My Heart is a Chainsaw
Alma Katsu calls My Heart Is a Chainsaw 'a homage to slasher films that also manages to defy and transcend genre.' On the surface is a story of murder in small-town America. But beneath is its beating heart: a biting critique of American colonialism, Indigenous displacement, and gentrification, and a heartbreaking portrait of a broken young girl who uses horror movies to cope with the horror of her own life.
Jade Daniels is an angry, half-Indian outcast with an abusive father, an absent mother, and an entire town that wants nothing to do with her. She lives in her own world, a world in which protection comes from an unusual source: horror movies…especially the ones where a masked killer seeks revenge on a world that wronged them. And Jade narrates the quirky history of Proofrock as if it is one of those movies. But when blood actually starts to spill into the waters of Indian Lake, she pulls us into her dizzying, encyclopaedic mind of blood and masked murderers, and predicts exactly how the plot will unfold.

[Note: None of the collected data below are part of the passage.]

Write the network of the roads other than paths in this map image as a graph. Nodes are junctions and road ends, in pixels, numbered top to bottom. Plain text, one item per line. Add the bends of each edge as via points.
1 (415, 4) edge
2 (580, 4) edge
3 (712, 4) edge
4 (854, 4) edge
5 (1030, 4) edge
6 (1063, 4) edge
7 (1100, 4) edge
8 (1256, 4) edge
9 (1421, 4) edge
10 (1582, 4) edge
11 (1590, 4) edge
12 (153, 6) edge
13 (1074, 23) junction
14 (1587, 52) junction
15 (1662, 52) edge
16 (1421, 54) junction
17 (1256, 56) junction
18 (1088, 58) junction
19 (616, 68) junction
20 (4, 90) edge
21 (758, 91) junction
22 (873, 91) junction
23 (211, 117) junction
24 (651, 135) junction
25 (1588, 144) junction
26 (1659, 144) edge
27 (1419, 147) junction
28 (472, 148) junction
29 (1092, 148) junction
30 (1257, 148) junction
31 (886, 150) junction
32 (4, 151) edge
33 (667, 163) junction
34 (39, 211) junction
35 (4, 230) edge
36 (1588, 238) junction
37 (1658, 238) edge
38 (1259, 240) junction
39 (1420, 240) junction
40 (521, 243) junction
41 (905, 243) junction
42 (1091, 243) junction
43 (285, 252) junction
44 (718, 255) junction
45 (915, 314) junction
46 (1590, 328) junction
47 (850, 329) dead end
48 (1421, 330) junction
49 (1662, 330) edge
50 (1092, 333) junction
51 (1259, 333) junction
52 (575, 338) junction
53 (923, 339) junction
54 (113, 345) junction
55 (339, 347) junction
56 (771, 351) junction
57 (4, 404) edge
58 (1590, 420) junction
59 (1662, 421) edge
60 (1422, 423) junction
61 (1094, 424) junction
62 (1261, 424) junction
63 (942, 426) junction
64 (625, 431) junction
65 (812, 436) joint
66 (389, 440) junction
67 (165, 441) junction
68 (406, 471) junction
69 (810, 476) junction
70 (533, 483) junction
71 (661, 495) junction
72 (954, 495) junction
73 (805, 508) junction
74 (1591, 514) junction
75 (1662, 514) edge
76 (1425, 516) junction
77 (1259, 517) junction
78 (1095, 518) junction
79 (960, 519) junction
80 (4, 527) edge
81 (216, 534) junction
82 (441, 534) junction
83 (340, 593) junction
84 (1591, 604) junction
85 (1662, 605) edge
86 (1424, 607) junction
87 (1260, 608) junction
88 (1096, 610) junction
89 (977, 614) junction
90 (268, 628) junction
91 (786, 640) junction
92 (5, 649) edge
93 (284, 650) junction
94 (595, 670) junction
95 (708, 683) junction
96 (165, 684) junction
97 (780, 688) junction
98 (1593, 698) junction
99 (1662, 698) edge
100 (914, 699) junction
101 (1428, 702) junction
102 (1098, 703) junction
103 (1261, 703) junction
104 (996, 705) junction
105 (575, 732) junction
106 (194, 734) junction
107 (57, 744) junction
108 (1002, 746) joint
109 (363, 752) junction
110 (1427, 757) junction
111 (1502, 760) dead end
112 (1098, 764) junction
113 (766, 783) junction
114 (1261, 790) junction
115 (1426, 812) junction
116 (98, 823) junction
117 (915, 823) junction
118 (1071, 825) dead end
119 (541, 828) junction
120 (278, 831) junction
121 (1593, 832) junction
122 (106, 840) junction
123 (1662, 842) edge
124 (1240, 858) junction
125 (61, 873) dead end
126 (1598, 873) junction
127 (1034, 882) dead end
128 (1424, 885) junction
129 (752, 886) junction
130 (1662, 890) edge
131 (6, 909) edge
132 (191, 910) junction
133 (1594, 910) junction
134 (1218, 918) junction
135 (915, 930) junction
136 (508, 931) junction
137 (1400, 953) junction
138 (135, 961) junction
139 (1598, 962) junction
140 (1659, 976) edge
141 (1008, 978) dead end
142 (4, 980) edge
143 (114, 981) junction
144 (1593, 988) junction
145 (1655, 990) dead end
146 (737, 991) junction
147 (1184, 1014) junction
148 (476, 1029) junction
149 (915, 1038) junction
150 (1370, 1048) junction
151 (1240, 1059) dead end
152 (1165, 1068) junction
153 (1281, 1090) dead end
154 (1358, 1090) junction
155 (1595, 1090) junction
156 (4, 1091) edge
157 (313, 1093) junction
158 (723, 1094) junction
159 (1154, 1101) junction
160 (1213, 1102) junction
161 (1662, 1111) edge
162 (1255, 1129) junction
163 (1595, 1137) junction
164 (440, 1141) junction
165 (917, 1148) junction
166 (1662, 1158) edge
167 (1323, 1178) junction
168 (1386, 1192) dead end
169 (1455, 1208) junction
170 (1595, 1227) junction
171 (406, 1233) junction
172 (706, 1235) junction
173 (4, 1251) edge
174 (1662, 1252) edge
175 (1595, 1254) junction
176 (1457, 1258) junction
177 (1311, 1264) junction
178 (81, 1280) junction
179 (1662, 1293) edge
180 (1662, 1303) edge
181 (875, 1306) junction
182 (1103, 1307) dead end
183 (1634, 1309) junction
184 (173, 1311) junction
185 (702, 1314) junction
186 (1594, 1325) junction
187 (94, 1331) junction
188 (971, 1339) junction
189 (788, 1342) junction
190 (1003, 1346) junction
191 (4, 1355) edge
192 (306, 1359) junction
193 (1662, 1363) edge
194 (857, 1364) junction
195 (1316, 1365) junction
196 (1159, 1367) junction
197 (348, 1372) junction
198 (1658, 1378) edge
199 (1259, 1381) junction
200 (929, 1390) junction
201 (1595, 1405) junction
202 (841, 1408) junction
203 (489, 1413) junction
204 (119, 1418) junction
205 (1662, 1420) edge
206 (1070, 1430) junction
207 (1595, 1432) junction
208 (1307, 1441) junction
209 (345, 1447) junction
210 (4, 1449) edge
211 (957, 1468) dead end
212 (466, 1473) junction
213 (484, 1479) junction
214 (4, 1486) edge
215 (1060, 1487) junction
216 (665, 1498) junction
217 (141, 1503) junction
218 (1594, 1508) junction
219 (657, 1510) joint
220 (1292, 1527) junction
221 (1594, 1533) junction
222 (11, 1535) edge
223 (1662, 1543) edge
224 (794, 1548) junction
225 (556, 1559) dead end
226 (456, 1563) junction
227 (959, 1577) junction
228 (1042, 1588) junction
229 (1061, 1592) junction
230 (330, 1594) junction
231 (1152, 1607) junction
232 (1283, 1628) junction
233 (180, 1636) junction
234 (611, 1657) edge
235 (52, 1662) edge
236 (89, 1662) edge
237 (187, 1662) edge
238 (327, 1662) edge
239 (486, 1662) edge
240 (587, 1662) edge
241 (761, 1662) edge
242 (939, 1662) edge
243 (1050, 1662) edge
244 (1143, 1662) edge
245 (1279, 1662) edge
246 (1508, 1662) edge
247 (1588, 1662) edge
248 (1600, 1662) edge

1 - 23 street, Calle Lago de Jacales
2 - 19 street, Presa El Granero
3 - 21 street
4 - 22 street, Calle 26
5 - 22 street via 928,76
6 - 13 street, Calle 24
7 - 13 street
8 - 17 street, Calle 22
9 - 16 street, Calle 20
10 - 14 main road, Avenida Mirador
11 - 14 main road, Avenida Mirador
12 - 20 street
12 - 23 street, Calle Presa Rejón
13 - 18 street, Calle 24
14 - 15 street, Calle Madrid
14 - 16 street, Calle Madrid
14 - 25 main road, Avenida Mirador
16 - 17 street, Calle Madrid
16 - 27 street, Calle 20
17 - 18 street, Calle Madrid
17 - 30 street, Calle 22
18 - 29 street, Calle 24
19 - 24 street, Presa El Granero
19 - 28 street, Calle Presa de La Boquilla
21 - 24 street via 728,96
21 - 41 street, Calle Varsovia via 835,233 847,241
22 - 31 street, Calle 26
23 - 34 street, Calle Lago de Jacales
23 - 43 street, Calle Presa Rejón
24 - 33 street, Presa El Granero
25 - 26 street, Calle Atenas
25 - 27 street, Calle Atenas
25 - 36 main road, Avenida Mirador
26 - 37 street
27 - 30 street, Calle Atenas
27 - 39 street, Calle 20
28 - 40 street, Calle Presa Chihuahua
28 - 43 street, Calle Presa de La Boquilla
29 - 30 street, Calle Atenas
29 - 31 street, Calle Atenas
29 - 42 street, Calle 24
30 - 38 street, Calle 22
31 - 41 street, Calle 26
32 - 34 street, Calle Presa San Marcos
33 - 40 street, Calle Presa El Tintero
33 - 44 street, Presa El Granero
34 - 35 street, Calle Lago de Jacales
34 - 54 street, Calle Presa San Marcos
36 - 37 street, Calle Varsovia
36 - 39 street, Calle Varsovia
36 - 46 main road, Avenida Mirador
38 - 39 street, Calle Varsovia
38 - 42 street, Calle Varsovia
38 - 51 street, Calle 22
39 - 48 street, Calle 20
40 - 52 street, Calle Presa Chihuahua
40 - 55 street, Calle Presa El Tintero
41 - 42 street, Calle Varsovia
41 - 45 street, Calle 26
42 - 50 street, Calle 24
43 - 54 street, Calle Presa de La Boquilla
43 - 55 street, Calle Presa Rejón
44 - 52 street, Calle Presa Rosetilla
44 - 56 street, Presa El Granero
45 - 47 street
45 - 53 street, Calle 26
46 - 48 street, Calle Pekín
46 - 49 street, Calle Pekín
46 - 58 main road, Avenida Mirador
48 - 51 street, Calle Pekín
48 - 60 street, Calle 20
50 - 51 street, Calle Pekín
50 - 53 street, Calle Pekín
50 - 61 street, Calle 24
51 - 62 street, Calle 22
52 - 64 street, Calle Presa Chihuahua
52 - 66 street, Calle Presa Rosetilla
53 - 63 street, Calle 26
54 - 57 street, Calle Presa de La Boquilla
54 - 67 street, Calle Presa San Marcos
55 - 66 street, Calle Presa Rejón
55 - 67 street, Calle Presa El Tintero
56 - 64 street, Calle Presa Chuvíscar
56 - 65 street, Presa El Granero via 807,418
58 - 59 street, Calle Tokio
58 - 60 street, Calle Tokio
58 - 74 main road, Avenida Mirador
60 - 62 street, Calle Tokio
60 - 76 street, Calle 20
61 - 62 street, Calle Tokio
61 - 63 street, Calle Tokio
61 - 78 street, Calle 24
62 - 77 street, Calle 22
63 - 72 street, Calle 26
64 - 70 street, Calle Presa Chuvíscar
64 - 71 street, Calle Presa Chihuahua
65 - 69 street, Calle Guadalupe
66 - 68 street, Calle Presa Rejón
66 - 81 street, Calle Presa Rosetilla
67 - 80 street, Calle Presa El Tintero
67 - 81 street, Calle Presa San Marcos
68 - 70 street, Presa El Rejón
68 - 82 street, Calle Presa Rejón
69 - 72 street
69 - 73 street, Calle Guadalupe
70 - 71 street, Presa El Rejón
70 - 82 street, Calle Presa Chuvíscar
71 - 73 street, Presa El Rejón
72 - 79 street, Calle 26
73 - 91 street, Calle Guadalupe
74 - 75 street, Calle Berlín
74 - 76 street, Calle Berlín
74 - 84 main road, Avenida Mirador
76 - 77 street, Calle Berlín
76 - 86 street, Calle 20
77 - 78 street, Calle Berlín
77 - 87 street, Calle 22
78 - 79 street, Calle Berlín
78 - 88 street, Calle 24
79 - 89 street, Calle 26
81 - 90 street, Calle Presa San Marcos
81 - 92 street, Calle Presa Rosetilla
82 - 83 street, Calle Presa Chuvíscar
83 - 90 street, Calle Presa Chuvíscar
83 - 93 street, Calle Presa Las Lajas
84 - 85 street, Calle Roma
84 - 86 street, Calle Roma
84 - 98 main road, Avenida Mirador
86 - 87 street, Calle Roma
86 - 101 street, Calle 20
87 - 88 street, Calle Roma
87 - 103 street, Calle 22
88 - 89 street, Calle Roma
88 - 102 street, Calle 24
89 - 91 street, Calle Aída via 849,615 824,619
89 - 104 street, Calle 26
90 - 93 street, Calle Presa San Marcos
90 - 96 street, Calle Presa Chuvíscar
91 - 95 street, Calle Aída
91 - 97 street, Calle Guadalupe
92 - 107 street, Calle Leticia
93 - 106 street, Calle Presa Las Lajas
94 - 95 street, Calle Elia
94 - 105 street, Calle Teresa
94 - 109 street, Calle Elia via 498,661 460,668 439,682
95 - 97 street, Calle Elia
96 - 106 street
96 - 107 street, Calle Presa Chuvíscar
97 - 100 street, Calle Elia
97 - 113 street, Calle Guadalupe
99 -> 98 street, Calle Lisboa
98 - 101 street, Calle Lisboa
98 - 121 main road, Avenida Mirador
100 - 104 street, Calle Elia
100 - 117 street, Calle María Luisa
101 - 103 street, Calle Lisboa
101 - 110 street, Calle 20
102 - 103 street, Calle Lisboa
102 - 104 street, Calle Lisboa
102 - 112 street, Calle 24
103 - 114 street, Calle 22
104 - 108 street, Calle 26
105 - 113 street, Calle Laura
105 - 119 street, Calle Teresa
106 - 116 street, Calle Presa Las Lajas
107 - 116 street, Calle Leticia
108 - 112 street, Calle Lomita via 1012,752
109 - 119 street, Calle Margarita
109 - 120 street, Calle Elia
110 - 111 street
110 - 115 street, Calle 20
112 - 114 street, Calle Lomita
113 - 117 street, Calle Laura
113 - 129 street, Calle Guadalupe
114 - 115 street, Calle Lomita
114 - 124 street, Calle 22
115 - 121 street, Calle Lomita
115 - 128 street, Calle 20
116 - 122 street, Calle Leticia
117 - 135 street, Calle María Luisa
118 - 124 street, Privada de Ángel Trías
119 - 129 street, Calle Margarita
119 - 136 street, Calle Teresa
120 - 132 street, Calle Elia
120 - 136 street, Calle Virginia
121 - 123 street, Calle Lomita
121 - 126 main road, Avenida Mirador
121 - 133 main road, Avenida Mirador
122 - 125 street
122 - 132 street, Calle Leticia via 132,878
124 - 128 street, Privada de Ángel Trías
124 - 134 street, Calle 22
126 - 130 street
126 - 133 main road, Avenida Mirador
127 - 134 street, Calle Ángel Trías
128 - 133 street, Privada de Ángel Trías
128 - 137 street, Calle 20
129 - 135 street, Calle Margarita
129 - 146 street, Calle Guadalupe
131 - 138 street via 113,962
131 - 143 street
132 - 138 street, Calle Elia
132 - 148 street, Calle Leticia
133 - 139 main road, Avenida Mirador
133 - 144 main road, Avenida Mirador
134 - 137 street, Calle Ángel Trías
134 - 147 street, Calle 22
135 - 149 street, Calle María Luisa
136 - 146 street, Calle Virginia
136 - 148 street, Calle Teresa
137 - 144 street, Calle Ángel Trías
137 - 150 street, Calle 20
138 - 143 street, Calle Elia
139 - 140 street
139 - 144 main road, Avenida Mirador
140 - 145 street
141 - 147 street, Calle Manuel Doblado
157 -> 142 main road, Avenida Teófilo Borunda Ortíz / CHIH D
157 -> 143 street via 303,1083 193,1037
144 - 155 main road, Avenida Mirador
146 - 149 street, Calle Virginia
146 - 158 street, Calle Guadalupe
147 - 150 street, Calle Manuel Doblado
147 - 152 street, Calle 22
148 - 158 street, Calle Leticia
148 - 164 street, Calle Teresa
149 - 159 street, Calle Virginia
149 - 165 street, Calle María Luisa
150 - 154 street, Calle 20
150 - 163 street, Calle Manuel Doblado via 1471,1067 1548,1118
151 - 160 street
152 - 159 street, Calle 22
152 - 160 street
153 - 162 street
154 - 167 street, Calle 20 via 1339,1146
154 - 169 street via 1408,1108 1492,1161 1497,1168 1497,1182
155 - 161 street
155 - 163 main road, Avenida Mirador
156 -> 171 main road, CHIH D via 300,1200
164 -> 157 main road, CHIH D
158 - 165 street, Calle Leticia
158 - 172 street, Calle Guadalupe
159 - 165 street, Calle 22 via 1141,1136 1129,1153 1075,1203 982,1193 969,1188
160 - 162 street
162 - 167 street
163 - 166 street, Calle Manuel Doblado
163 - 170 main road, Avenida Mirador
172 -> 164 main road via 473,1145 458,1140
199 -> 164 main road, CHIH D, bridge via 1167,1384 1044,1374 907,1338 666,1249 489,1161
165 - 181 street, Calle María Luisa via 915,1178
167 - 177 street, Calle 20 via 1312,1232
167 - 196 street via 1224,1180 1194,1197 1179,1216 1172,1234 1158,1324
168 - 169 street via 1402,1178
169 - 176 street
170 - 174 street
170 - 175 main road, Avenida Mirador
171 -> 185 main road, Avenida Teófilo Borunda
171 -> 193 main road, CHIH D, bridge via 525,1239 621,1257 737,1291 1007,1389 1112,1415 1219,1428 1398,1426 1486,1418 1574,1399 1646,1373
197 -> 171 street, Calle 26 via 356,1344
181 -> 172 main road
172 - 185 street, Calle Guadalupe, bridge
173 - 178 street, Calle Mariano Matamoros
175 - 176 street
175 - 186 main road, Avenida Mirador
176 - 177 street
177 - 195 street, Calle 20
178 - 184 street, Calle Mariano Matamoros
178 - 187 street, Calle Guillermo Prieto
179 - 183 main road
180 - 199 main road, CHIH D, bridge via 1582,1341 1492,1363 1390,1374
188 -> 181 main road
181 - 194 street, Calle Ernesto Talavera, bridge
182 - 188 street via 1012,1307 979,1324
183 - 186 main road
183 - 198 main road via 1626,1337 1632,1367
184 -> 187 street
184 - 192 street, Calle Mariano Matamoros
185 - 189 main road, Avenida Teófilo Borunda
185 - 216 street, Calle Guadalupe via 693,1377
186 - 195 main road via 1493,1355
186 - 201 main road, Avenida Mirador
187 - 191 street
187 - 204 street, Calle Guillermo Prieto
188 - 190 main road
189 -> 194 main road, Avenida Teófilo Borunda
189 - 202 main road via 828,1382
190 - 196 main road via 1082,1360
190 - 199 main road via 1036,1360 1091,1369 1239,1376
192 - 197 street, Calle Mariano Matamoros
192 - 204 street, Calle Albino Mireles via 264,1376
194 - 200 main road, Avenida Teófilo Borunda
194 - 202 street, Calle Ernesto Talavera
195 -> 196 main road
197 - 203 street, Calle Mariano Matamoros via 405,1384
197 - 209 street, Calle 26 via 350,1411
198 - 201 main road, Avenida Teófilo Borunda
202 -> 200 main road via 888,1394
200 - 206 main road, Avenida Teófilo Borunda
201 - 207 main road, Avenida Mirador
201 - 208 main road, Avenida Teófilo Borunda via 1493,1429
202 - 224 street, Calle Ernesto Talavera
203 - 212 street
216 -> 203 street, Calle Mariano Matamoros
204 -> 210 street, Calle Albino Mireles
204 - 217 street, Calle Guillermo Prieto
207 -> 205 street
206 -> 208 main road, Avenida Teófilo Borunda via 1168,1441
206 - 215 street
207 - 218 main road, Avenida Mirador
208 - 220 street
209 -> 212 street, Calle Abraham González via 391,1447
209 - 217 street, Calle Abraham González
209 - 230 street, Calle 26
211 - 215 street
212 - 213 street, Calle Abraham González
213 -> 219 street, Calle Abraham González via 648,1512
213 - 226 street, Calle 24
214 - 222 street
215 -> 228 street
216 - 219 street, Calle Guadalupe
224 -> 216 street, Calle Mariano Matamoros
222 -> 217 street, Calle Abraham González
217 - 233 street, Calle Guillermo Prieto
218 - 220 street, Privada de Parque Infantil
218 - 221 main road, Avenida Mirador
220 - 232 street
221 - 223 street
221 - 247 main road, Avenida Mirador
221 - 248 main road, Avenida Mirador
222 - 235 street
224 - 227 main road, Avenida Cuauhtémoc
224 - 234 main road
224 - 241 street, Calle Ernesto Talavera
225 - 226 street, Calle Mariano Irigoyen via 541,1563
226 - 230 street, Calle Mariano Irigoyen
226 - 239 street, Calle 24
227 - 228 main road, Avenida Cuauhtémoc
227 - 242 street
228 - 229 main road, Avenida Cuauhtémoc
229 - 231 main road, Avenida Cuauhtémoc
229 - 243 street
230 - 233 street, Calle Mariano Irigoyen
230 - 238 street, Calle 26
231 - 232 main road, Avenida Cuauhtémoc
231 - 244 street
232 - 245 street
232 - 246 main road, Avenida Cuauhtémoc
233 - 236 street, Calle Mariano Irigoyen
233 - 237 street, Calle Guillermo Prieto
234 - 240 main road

My Heart Is a Chainsaw is her story, her homage to horror and revenge and triumph.
Stephen Graham Jones is the New York Times bestselling author of The Only Good Indians. He has been an NEA fellowship recipient, has won the Jesse Jones Award for Best Work of Fiction from the Texas Institute of Letters, the Independent Publishers Award for Multicultural Fiction, a Bram Stoker Award, four This is Horror Awards; and has been a finalist for the Shirley Jackson Award and the World Fantasy Award.